Like many things that one grows up with, you do not give it a second thought. I was 5 and watched football with my father; his team was the Redskins and so was mine. I never gave it a thought that the term meant anything other than the name of the football team. Football = Redskins to me and to many Washingtonians. Similarly, the name of a street in Northern Virginia (Lee Highway named for Robert E. Lee) was always just a street in NoVa. Heard it on the traffic reports every day - a crash on Lee Hwy, what else is new. I do not think that any malicious thought was given when the Redskins or Lee Hwy were named.

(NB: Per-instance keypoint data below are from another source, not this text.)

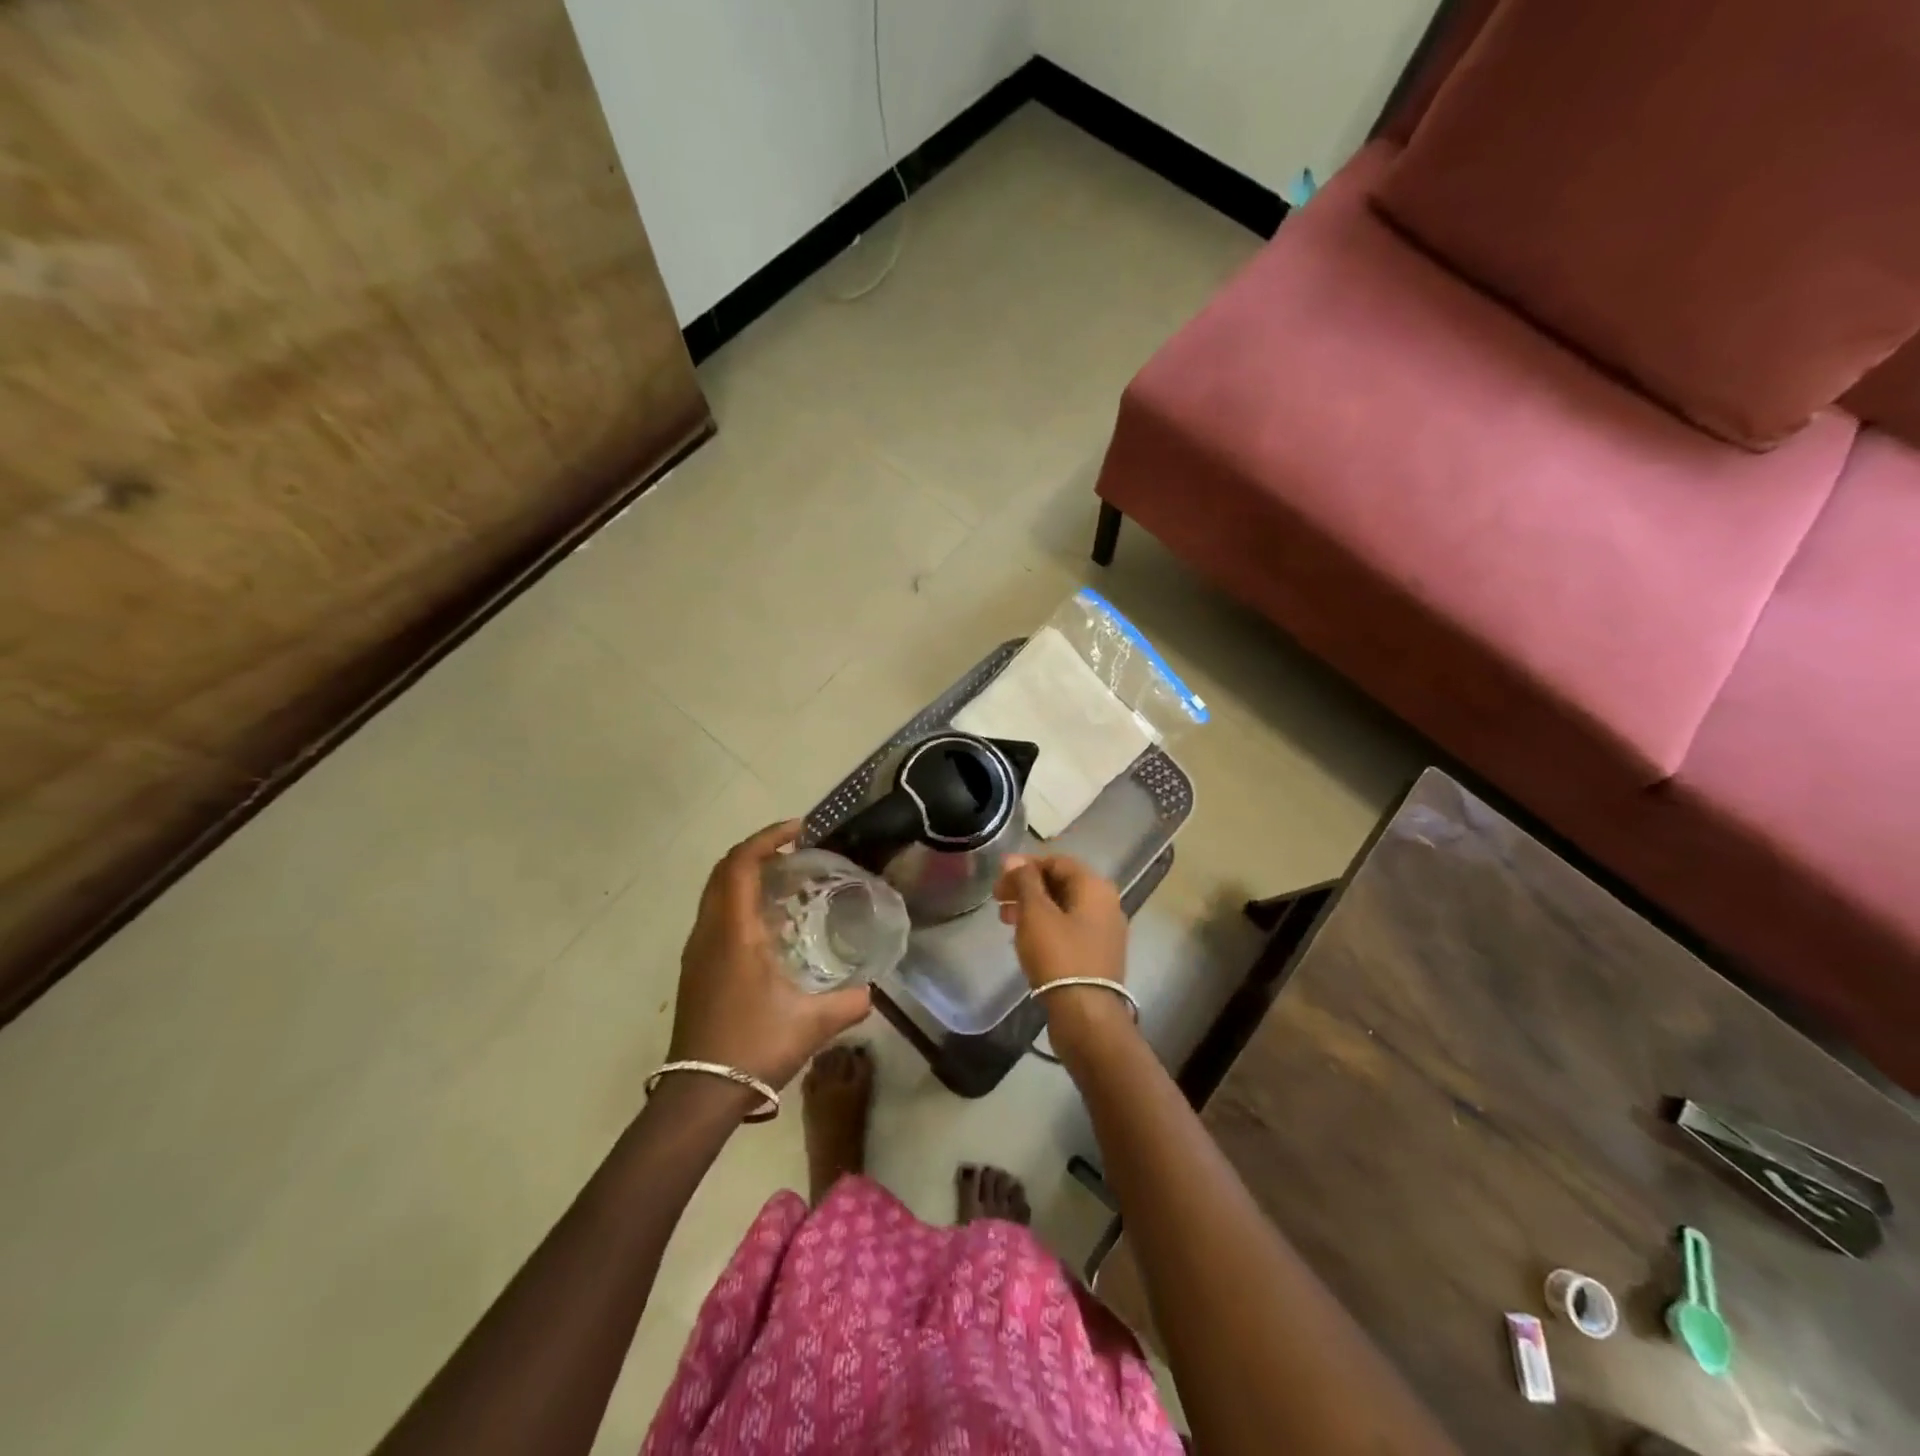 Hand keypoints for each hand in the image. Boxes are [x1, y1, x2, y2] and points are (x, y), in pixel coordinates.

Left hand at [669, 821, 871, 1089]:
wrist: (699, 1094)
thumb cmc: (753, 1047)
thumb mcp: (813, 1023)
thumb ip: (850, 1001)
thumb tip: (872, 989)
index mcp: (734, 932)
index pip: (742, 864)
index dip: (768, 838)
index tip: (799, 830)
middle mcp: (709, 932)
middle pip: (724, 870)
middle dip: (757, 850)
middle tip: (795, 850)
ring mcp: (697, 951)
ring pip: (715, 892)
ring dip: (745, 874)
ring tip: (785, 880)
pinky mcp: (694, 969)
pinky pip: (714, 914)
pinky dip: (738, 899)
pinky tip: (768, 923)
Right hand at [995, 854, 1133, 1057]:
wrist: (1085, 1014)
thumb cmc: (1059, 955)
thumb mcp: (1036, 913)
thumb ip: (1024, 881)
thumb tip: (1014, 859)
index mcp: (1095, 886)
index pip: (1057, 861)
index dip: (1025, 865)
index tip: (999, 879)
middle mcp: (1106, 903)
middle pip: (1061, 883)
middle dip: (1027, 888)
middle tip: (998, 899)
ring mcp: (1105, 930)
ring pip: (1063, 907)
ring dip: (1033, 907)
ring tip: (1005, 920)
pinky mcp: (1098, 954)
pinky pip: (1069, 928)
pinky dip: (1046, 926)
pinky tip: (1025, 939)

Even if Redskins was a slur at one time, maybe it is not now - can't the meaning of words evolve. When was the last time you heard someone (other than a football player for Washington) called a Redskin, and done so in a negative manner? As an example I offer a word whose meaning has changed. That word is niggardly. Originally meaning stingy or miserly, its origin is from the Middle Ages. Over time, a derivation of it was used in a derogatory (to say the least) sense since the mid 1500's and really picked up steam in the 1700's. In modern times, one cannot use the word niggardly without it being confused with it's derivation. In fact there are a few incidences where niggardly was used correctly in public but was misunderstood to mean something else and the user faced serious repercussions. Its use by a Washington DC aide to Mayor Williams in the late 1990's ended up getting the aide fired (though was offered his job back) for using that word in reference to official DC business. Interestingly enough, Julian Bond (then chairman of the NAACP) was taken aback by the backlash of the use of that word and reportedly said "You hate to think you have to censor your language to meet other people's lack of understanding".
Up-thread, someone mentioned "how many need to be offended to change the name". That is a great question. How many is the right amount, and how does one determine that amount? I'd venture to guess you can get 10% of any group to object to something. Further, you might be able to drill into most any team name to find something objectionable - where is the line drawn? American history is littered with great stories of Cowboys - but who was involved to a large degree with the destruction of the Native Americans? Rangers is a nice name for a team, yet there are many stories of Texas Rangers lynching Latinos, some as recent as the early 1900's. Should the Rangers look for a new name? The Redskins are tops on most everyone's list for team names to change. So it looks like it will eventually get changed - then what is next: Indians / Chiefs / Warriors / Braves - get rid of all Native American names and imagery. OK, fine. Then what is next after that - where is the line? Cowboys, Rangers, Canucks, Fighting Irish - anyone else?
So what is my stance on the name change? To be honest, I am indifferent. Change it, don't change it, whatever happens will happen. If they are changing - go to some sort of an animal - anythign else will just kick the can of "change the name" a little further down the road.